All Human Wisdom (2020, Couleurs de l’incendie), by Pierre Lemaitre, translated by Frank Wynne

All Human Wisdom is the second of what will be a trilogy titled Children of Disaster (Les Enfants du désastre). Like The Great Swindle it is an historical novel set in the wake of World War 1, a period of reconstruction in the ruins of Europe.  It is book-ended by two funerals, symbolic of Death as Master of Europe in the 20th Century. This is the blurb:

February, 1927. The great and the good of Paris gather to attend the funeral of the powerful millionaire, Marcel Péricourt. His daughter, Madeleine, is poised to take charge of his financial empire, but it seems fate has other plans for her. Her young son, Paul, with one unexpected and tragic act, will place Madeleine on the path to ruin and degradation.

Faced with the adversity of men, the greed of her time, the corruption and the ambition of her associates, Madeleine will have to deploy reserves of intelligence, determination and also a Machiavellian instinct to survive and rebuild her life. This task is made all the more difficult in a France that can only watch, helpless, as the first flames of the inferno that will soon ravage Europe begin to take hold.

Revenge is a tawdry emotion.  They say that at some time everyone feels a desire to avenge some wrong, because vengeance is tied up with perceptions of wickedness, injustice and betrayal. Parents and teachers often deal with a desire for revenge because children have a primitive view of right and wrong and its consequences. Children mostly grow out of acting on these feelings. Most of us grow a sense of perspective, and we either allow justice to take its course, or simply move on, absorbing the sin against us as part of life’s journey. We learn that revenge does not make us feel better.

But if justice fails, or the damage is profound and irreversible, what then?  And is the role of Avenging Angel different if a victim extends her own vengeance to avenge also on behalf of another, an innocent?

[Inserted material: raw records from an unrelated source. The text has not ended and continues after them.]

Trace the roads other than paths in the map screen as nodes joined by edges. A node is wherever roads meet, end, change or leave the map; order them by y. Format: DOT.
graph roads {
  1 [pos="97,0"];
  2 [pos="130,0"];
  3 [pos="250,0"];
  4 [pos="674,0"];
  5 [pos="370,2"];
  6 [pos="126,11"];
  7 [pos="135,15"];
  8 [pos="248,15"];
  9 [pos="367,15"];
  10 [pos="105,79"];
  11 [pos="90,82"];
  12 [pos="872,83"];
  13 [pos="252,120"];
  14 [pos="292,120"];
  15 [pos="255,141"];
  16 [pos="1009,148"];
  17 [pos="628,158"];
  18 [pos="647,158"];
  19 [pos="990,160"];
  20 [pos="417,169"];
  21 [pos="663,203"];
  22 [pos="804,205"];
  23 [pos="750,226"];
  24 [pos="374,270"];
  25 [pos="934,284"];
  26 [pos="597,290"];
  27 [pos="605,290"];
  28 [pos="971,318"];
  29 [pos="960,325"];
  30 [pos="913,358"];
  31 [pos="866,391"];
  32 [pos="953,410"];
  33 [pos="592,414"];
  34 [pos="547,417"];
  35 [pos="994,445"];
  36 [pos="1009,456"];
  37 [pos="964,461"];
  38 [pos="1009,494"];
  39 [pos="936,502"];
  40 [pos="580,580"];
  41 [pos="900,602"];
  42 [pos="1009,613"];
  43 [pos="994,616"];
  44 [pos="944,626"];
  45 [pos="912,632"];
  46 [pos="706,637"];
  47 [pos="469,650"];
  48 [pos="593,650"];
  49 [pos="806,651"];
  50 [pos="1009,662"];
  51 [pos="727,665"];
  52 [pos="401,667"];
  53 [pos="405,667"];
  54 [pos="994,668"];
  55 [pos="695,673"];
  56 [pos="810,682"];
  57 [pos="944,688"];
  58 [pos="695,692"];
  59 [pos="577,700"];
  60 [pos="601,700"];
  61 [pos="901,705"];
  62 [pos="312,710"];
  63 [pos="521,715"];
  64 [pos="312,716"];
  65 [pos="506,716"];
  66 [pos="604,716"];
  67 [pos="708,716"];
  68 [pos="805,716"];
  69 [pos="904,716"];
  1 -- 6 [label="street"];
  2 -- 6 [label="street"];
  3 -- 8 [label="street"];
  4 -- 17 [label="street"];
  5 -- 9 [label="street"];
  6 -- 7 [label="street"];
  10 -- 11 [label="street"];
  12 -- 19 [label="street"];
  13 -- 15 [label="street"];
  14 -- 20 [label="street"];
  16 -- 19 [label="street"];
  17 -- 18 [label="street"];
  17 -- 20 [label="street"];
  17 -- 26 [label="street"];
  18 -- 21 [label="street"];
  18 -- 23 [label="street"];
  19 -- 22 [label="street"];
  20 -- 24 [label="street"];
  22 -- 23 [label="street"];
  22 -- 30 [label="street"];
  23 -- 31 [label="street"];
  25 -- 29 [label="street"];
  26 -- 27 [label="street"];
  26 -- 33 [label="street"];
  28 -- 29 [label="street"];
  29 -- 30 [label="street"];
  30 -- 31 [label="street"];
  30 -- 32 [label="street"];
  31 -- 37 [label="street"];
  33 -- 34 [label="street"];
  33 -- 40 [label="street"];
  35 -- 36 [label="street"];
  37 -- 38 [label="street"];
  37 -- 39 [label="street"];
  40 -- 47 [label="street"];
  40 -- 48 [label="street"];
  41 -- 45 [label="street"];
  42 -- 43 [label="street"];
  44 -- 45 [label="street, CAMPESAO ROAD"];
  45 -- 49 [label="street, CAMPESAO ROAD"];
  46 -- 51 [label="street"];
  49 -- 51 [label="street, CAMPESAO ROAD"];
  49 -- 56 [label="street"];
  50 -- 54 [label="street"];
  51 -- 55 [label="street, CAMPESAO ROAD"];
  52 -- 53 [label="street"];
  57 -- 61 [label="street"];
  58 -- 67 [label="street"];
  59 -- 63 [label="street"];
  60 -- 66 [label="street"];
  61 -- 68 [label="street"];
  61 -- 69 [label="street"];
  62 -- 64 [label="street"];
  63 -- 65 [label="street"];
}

These are weighty questions which define the difference between the Old Testament and the New: an eye for an eye, or forgiveness and love.  More prosaically, these alternatives lie at the heart of our justice systems: rejection by society and punishment versus rehabilitation and restitution.  It is easy to forget that they lie at the heart of this novel as it rampages along in a complex plot which is often exciting and sometimes droll.  But when the reader reaches the end of the book, the question remains: Is Madeleine, (sister to Édouard, the disfigured central character of The Great Swindle) more sinned against than sinning?

As in The Great Swindle, the novel traverses a scandal which exposes the French Establishment as corrupt and venal in high places.  Madeleine loses everything not because of the Great Depression but because professionals she should have been able to trust manipulated and exploited her.  But the corruption of values extends below stairs too.  Madeleine is also betrayed by those close to her, people exacting their own revenge for the careless way that a very rich and indifferent woman has behaved.  All societies have values which bind them together: when the national motto of France Libertéégalitéfraternité (liberty, equality, fraternity), ceases to mean anything, society falls apart and chaos ensues.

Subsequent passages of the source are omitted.